I had a diary as a child. If I remember correctly, I received it in my ninth birthday. It was the typical one most girls got during that period in time, with its pink cover and a drawing of a girl with a ponytail on the front. Of course, it had its small lock and key.
I tried to write in it every day. However, as an elementary school kid, I really didn’t have that much to write about. By the time a month had passed, the dairy rarely left the top drawer of my small desk.
I tried to pick up the habit again when I entered junior high school [now called middle school]. After all, I had picked up the interest in boys and had gained friendships that went beyond the close-knitted neighborhood I lived in. I thought, for sure, I’d have a lot to write about. As before though, the habit didn’t stick. I kept writing in it for about eight months though, which, I guess, meant I was beginning to form a serious attraction to the craft of writing.
Ninth grade was a school year of major changes for me, mostly because of my Civil Government class teacher, Miss Strong. All of a sudden it was a time to learn about how imperfect my world really was. I began writing free verse poems about injustice, discrimination, and prejudice — all hot topics of the latter 1960s, my world at the time. I would walk a mile to the five and ten-cent store on a regular basis to buy more pens and spiral notebooks so I could write my poetry.

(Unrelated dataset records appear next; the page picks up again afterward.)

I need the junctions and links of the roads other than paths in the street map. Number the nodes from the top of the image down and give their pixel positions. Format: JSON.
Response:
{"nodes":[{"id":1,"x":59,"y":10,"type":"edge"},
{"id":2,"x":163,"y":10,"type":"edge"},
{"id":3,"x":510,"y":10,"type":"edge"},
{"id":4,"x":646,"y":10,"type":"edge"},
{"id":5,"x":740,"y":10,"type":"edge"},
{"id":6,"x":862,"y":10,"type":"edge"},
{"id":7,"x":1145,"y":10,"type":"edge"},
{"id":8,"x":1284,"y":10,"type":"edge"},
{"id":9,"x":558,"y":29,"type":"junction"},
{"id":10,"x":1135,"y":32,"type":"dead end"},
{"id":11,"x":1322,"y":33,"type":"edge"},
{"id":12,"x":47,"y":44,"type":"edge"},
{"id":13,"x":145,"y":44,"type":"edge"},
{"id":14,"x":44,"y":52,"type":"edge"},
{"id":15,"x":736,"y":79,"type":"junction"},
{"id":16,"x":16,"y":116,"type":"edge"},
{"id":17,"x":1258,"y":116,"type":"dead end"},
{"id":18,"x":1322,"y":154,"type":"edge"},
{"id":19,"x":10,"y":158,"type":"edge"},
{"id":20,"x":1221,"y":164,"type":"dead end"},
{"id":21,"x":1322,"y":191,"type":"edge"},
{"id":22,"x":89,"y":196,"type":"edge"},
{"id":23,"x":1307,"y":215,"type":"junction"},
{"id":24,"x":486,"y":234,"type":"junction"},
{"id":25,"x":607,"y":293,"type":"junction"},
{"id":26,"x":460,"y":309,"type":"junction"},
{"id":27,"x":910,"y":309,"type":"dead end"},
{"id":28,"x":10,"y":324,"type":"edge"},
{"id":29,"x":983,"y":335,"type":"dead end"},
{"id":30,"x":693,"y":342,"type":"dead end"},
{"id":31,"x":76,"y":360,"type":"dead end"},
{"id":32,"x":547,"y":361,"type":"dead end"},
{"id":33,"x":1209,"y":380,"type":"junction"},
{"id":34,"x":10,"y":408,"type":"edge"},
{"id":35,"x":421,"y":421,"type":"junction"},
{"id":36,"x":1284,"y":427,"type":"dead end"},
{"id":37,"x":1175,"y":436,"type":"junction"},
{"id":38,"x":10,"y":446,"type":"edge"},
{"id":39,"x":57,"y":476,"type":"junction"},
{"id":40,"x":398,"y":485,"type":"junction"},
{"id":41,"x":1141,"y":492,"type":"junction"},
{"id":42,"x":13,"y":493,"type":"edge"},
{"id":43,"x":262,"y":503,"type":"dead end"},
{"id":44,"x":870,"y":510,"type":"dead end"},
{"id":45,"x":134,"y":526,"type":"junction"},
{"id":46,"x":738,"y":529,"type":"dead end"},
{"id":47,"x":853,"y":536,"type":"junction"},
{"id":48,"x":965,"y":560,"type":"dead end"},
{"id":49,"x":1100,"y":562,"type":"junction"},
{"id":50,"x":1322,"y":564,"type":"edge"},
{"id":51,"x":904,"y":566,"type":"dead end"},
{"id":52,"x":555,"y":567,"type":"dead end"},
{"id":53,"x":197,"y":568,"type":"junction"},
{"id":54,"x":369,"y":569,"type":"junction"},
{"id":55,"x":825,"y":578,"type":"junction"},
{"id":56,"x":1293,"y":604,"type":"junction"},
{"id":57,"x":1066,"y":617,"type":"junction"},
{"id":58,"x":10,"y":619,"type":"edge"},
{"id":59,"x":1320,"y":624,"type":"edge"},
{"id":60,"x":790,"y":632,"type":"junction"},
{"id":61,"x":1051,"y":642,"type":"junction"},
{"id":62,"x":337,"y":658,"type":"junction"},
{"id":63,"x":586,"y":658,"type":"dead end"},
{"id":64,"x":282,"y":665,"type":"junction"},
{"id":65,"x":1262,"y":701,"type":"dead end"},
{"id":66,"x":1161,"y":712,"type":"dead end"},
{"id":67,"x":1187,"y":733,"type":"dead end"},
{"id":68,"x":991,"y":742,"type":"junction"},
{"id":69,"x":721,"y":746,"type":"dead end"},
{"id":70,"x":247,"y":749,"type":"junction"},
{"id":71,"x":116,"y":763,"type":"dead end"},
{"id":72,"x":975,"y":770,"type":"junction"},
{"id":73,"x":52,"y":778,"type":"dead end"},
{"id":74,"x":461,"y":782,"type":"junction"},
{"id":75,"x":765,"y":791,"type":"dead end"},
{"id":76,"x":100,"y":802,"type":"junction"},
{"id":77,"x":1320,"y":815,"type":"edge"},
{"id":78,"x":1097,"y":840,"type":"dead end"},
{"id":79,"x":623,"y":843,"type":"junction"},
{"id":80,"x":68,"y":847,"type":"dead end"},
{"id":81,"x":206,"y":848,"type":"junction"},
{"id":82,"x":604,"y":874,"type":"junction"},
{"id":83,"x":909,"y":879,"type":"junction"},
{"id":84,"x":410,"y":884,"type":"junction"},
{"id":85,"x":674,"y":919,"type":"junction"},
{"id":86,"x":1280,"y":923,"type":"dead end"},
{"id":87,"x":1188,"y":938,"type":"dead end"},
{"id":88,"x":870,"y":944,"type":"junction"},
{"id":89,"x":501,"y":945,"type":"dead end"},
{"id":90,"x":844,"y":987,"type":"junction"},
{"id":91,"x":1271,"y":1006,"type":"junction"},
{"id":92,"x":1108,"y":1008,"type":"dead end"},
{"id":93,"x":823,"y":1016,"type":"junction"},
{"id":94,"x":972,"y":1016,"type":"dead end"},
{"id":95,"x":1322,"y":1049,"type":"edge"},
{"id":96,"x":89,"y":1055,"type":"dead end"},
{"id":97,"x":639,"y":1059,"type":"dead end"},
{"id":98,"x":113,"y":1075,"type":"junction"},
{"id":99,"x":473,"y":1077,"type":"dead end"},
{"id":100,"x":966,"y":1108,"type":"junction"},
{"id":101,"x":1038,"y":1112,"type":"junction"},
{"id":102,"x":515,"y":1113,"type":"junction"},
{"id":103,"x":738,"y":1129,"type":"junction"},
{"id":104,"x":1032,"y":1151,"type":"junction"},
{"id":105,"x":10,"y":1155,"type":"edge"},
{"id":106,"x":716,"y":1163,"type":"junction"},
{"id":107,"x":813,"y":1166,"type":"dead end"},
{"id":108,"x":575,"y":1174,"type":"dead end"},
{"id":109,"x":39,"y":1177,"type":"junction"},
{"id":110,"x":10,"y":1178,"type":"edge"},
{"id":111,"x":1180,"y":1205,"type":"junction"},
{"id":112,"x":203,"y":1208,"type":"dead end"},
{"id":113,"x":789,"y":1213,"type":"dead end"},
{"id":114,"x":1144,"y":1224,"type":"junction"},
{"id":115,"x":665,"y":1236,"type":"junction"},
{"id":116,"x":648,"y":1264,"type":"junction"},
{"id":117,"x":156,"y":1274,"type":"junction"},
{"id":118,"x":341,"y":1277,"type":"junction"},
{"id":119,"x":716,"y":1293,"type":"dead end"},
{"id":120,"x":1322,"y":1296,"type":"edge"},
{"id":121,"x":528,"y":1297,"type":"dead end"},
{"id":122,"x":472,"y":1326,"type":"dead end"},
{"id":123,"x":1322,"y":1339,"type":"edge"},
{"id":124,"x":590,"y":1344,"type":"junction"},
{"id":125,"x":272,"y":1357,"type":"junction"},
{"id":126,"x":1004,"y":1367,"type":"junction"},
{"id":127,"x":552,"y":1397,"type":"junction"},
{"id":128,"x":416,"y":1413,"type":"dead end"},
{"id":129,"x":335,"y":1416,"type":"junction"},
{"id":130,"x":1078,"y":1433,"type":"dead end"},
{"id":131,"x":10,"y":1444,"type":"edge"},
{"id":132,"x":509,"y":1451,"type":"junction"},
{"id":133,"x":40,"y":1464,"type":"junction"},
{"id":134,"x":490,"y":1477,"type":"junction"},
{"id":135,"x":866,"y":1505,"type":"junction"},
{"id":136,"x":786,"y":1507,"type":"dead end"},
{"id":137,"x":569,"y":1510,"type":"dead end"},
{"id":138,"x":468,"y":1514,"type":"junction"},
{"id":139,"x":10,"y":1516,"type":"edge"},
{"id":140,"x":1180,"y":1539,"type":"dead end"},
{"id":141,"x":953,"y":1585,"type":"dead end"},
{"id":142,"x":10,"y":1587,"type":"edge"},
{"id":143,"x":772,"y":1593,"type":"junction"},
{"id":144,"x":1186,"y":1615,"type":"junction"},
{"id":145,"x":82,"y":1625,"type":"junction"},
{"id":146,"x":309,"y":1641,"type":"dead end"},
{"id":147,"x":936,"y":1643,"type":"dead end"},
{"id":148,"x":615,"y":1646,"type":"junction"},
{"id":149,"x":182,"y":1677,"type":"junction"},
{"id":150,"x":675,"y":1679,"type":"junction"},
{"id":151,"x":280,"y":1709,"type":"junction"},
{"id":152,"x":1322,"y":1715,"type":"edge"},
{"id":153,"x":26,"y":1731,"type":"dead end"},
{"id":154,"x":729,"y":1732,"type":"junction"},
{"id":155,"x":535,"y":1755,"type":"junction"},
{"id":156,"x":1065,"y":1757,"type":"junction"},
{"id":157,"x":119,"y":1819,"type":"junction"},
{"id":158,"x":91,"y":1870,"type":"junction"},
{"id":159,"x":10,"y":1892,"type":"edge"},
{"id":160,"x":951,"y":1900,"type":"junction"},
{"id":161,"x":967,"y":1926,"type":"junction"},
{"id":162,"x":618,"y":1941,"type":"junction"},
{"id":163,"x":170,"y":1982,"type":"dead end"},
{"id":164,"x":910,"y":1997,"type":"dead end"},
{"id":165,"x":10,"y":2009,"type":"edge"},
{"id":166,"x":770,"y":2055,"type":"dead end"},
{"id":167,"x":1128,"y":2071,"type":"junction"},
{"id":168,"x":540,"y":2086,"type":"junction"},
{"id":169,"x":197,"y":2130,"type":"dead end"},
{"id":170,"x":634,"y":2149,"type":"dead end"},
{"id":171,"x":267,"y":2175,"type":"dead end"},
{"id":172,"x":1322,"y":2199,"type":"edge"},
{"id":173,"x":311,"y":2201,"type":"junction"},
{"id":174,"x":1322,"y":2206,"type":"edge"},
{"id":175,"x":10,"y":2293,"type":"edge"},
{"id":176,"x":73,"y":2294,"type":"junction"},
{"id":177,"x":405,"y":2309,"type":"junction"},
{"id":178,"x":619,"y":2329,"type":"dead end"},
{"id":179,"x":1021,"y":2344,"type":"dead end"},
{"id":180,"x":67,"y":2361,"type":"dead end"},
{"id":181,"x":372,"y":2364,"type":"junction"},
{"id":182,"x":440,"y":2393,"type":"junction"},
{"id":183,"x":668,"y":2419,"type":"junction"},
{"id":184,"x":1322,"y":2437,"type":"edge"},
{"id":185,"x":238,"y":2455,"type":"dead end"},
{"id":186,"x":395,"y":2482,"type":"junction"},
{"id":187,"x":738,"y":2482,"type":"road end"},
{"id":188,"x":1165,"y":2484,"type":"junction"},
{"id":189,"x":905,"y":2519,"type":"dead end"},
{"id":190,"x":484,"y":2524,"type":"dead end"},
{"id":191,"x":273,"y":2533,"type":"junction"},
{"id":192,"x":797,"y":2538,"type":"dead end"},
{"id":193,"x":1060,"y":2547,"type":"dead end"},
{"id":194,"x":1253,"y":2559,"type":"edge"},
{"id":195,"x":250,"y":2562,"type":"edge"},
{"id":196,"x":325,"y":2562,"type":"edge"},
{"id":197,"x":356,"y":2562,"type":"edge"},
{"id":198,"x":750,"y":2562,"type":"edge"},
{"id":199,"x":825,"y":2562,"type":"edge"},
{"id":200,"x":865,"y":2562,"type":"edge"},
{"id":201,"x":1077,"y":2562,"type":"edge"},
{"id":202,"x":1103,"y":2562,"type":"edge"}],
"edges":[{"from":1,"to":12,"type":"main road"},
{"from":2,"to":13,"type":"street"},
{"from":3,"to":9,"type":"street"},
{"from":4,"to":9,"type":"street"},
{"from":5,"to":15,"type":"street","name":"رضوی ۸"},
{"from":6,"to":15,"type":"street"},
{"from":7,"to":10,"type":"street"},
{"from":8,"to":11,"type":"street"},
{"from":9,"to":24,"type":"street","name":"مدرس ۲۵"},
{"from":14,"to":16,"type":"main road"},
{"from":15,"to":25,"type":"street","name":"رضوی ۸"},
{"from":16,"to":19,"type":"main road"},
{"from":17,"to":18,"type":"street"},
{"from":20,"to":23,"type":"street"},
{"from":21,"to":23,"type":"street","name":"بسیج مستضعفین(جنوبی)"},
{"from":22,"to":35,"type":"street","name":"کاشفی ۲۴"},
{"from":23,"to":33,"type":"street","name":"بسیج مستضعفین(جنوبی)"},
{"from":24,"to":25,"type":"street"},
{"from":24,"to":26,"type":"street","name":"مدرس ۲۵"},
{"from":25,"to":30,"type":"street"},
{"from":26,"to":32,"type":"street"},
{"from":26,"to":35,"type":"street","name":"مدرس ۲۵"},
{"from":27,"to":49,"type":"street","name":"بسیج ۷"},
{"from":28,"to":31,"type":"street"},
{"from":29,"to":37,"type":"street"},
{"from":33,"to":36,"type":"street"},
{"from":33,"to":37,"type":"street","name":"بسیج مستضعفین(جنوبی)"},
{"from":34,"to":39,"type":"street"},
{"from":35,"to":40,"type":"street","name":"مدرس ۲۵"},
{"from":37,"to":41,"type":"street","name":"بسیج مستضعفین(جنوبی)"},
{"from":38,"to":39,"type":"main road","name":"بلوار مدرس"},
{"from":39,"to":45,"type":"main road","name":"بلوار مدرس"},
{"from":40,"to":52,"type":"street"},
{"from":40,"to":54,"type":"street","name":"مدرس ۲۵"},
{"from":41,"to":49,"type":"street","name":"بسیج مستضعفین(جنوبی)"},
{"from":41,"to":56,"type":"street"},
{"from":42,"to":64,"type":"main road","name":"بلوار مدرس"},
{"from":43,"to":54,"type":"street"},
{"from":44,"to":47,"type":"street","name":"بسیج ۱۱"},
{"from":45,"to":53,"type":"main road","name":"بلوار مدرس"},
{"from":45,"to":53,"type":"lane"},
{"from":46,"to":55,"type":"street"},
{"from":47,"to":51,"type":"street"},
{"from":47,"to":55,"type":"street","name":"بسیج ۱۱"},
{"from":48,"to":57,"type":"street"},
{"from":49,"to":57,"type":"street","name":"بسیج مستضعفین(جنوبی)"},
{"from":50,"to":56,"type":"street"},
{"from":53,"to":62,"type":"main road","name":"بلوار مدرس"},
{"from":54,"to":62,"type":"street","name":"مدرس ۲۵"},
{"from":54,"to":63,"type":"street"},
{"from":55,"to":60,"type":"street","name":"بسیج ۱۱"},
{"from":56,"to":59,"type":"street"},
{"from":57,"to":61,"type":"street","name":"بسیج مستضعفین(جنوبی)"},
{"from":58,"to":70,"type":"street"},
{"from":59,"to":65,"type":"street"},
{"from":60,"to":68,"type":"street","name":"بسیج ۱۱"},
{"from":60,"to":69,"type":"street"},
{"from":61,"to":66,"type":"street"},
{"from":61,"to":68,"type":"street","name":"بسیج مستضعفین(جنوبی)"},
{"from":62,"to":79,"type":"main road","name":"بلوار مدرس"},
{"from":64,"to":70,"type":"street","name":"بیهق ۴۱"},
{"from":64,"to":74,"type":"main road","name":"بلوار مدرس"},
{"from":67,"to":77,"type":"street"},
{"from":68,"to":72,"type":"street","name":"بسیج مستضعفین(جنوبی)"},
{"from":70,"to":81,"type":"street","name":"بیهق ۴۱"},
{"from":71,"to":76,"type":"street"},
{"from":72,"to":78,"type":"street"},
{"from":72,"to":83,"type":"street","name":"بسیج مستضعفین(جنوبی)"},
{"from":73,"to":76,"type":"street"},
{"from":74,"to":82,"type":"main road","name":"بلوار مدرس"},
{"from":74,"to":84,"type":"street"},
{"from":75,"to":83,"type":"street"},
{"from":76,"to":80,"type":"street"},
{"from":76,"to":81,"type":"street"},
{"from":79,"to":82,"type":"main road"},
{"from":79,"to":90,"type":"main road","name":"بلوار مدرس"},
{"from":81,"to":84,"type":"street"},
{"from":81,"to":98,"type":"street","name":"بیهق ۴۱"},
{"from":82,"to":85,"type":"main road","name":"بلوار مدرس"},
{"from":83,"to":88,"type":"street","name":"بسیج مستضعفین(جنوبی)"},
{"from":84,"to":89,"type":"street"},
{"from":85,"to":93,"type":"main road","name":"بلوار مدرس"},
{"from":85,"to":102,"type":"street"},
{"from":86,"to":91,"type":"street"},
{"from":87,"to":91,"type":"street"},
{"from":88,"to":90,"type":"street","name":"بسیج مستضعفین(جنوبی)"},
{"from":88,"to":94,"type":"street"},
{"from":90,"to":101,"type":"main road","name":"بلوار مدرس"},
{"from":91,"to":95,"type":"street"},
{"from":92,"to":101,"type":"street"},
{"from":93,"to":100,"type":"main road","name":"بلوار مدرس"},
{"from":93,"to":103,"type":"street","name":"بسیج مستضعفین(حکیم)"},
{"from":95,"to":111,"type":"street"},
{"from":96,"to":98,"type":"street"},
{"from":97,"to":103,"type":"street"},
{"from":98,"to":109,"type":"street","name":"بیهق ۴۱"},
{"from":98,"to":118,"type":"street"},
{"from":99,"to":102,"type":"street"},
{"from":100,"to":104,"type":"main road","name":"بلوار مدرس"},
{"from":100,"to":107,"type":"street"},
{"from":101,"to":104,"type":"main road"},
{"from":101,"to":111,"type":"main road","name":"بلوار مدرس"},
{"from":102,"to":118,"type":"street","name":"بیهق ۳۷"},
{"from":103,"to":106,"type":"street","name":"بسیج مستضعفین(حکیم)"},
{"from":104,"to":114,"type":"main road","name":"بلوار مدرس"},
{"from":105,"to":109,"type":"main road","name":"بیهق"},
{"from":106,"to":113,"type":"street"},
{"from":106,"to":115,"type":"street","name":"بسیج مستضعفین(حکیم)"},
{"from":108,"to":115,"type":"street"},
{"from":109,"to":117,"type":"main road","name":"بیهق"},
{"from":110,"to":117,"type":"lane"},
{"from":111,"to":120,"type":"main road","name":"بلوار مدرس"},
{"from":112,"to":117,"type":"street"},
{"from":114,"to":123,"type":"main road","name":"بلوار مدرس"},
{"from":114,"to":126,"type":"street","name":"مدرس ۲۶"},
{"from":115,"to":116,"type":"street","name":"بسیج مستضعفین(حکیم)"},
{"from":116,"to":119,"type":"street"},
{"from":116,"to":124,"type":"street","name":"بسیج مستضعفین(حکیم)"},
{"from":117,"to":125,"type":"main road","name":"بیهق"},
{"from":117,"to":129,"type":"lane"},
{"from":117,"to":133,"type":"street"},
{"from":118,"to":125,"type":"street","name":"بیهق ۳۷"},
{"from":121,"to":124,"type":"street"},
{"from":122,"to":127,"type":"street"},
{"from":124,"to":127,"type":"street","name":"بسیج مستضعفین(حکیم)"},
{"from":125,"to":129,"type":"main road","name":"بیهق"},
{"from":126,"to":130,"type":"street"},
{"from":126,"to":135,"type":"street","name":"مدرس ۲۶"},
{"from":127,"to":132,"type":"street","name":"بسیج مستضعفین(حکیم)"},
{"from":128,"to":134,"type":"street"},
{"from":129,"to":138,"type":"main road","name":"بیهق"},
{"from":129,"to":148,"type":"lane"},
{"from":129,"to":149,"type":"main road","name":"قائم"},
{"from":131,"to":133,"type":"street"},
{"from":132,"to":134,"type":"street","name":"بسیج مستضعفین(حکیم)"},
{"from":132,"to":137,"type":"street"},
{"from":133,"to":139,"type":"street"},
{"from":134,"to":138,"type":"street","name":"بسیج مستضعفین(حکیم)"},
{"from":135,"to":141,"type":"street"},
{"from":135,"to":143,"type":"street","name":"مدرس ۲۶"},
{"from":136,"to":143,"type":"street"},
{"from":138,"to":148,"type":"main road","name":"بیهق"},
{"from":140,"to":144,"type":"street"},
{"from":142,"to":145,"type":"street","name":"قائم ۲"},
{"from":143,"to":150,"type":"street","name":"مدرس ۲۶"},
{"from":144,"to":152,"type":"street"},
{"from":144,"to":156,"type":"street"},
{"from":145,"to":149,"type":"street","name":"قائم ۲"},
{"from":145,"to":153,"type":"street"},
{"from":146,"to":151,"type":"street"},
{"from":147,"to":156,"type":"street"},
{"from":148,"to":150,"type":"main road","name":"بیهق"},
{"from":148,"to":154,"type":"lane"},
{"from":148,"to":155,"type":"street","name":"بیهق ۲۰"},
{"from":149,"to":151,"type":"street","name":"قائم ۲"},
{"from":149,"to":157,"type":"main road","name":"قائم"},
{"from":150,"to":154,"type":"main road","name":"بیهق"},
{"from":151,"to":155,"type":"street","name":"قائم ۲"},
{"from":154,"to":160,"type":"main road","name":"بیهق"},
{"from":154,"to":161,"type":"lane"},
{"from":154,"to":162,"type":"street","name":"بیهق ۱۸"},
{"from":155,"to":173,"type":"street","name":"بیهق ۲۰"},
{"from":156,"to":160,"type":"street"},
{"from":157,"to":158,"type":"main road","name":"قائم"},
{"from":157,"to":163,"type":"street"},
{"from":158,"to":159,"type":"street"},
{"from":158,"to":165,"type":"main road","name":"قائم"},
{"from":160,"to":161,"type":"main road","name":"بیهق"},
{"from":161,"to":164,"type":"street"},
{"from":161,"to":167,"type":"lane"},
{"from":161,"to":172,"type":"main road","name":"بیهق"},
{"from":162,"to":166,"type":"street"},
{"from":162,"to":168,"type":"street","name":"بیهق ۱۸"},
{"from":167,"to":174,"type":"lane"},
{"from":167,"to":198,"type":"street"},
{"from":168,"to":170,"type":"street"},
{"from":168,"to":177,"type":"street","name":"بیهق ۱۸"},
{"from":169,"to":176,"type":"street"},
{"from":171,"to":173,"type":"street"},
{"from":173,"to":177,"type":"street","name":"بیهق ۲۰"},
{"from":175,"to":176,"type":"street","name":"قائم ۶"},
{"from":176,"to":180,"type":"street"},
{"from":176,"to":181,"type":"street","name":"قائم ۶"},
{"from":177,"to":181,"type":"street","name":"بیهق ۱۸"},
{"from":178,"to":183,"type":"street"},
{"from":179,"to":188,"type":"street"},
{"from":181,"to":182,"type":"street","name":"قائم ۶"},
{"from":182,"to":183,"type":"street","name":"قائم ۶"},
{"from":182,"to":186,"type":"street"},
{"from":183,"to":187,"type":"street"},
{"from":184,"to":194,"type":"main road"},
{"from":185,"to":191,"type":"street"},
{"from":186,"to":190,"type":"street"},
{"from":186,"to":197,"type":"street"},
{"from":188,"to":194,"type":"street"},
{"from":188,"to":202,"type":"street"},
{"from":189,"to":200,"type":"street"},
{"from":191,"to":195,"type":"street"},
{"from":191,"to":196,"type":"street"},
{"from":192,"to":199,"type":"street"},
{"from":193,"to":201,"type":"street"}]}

Where did my diary go? I haven’t a clue. I could hide the spirals within plain sight without any worry of my brother or my parents snooping around in them. I just laid them with my school books knowing they were safe.
When I entered college, my days of diaries and poetry were left behind. I majored in Sociology/Social Work, meaning I was preparing to do something about all that injustice, discrimination, and prejudice I had found appalling [and still do]. The poems seemed trivial in comparison to what I was learning in my classes.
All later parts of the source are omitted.